Primary Training Session
Get Moving || Warm-Up
Against a 12 minute clock, perform the following at ascending effort:
10/7 Calorie Bike or Row
50 Foot Bodyweight Walking Lunge
15 Russian Kettlebell Swings
50 Foot Bear Crawl
15 Air Squats
A.
Deadlift
Set 1: 3 reps @ 60%
Set 2: 3 reps @ 70%
Set 3: 2 reps @ 75%
Sets 4 and 5: 1 rep @ 80%
Rest 2 minutes between all sets.
*No touch and go.
B.
Three sets of
Bench Press x 9 reps @ 65%
Rest 2 minutes between sets
C.
At the 0:00…
Three rounds for time of:
20 Dumbbell Squats (50/35lbs)
20 Toes to Bar or GHD Sit-Ups
Rest until the running clock reaches 10:00, and then…
Three rounds for time of:
15 Dumbbell Bench Press (50/35lbs)
15/12 Calorie Echo/Assault Bike
Rest until the running clock reaches 20:00, and then…
Three rounds for time of:
10 Dumbbell Thrusters (50/35lbs)
10 Strict Pull-Ups
D.
Three sets of:
20-25 Single Leg Banded TKE’s (each leg)
Rest as needed
Conditioning Training Note
This workout is all about achieving a good pump. The goal is unbroken on the dumbbell squats and then 1-3 sets for the toes to bar. The faster you go the more rest you get before the second portion. For that one we’ll be looking for unbroken on the dumbbell bench press and then hammer the bike hard. See if you can press while you’re breathing hard! Our last one is a slowed down version of Fran. We’re expecting you to be pretty pumped up at this point so the goal is 1-2 sets on the 10 thrusters and then 1-2 sets on the strict pull-ups. Use a band if you need to in order to keep the intensity high!

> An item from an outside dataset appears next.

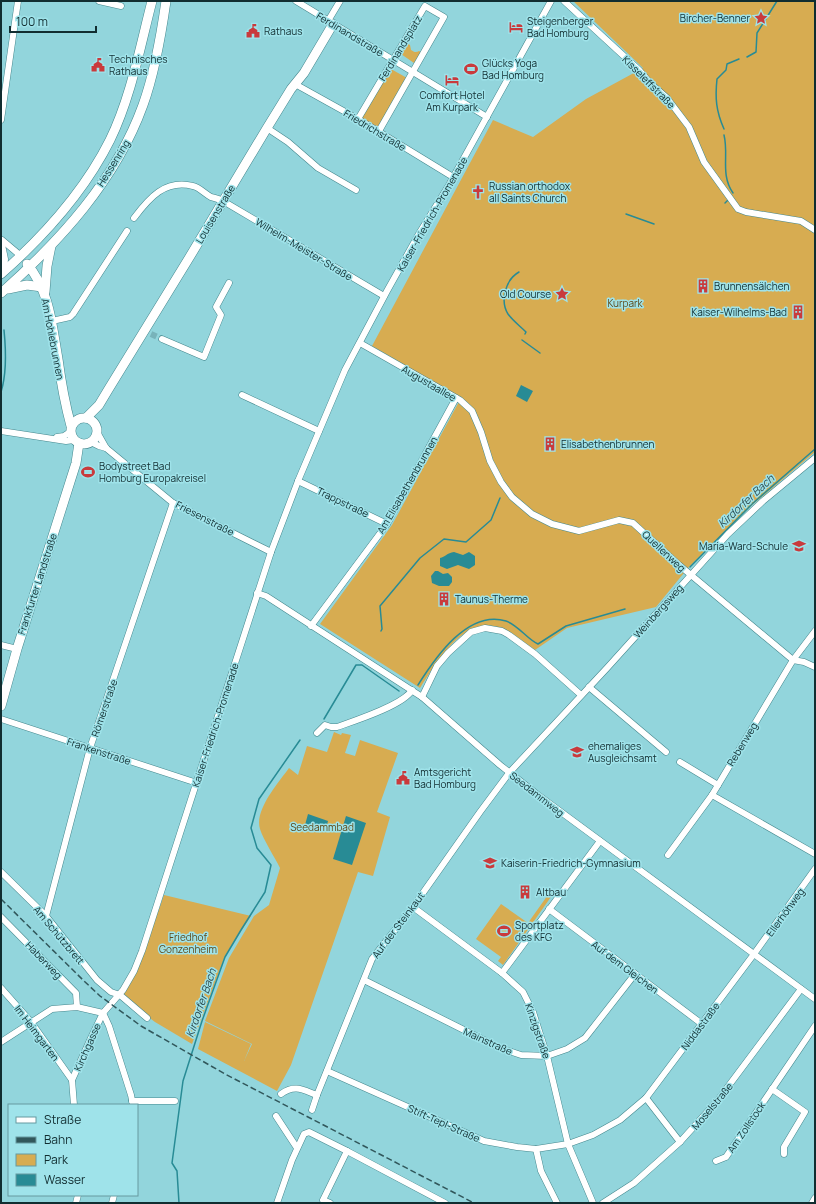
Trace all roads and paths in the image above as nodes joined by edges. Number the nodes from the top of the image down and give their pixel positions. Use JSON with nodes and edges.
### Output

Optional Additional Work Sessions
Rotational Strength
Three sets of:
5 Half Kneeling Lateral Medball Slams (each side)
Rest as needed
Followed by…
Three sets of:
10 Medball Overhead Slams
Rest as needed
Grip
Four sets of:
50 Foot Sled Push
50 Foot Hand Over Hand Rope Pull
50 Foot Sled Push
50 Foot Hand Over Hand Rope Pull
20 Second Max Effort Ski Erg
Rest 2-3 minutes between sets.
Strongman
Four to Seven sets for times of:
Row 1000 Meters @ 2k PR Pace
Rest as little as needed to attempt to row again at your 2k pace.
For this session, you must hold your 2k PR pace for each 1000 meter interval. If you no longer can hold the pace, then you are done for the day. You will determine how much time you need to rest in order to do so. Please note your total training time to complete this session.
Rowing Intervals
Accumulate 3 minutes in a Pull-Up Hang.
*Use fat gripz if you have them*
*Every time you break perform a 100 Foot Plate Pinch Carry.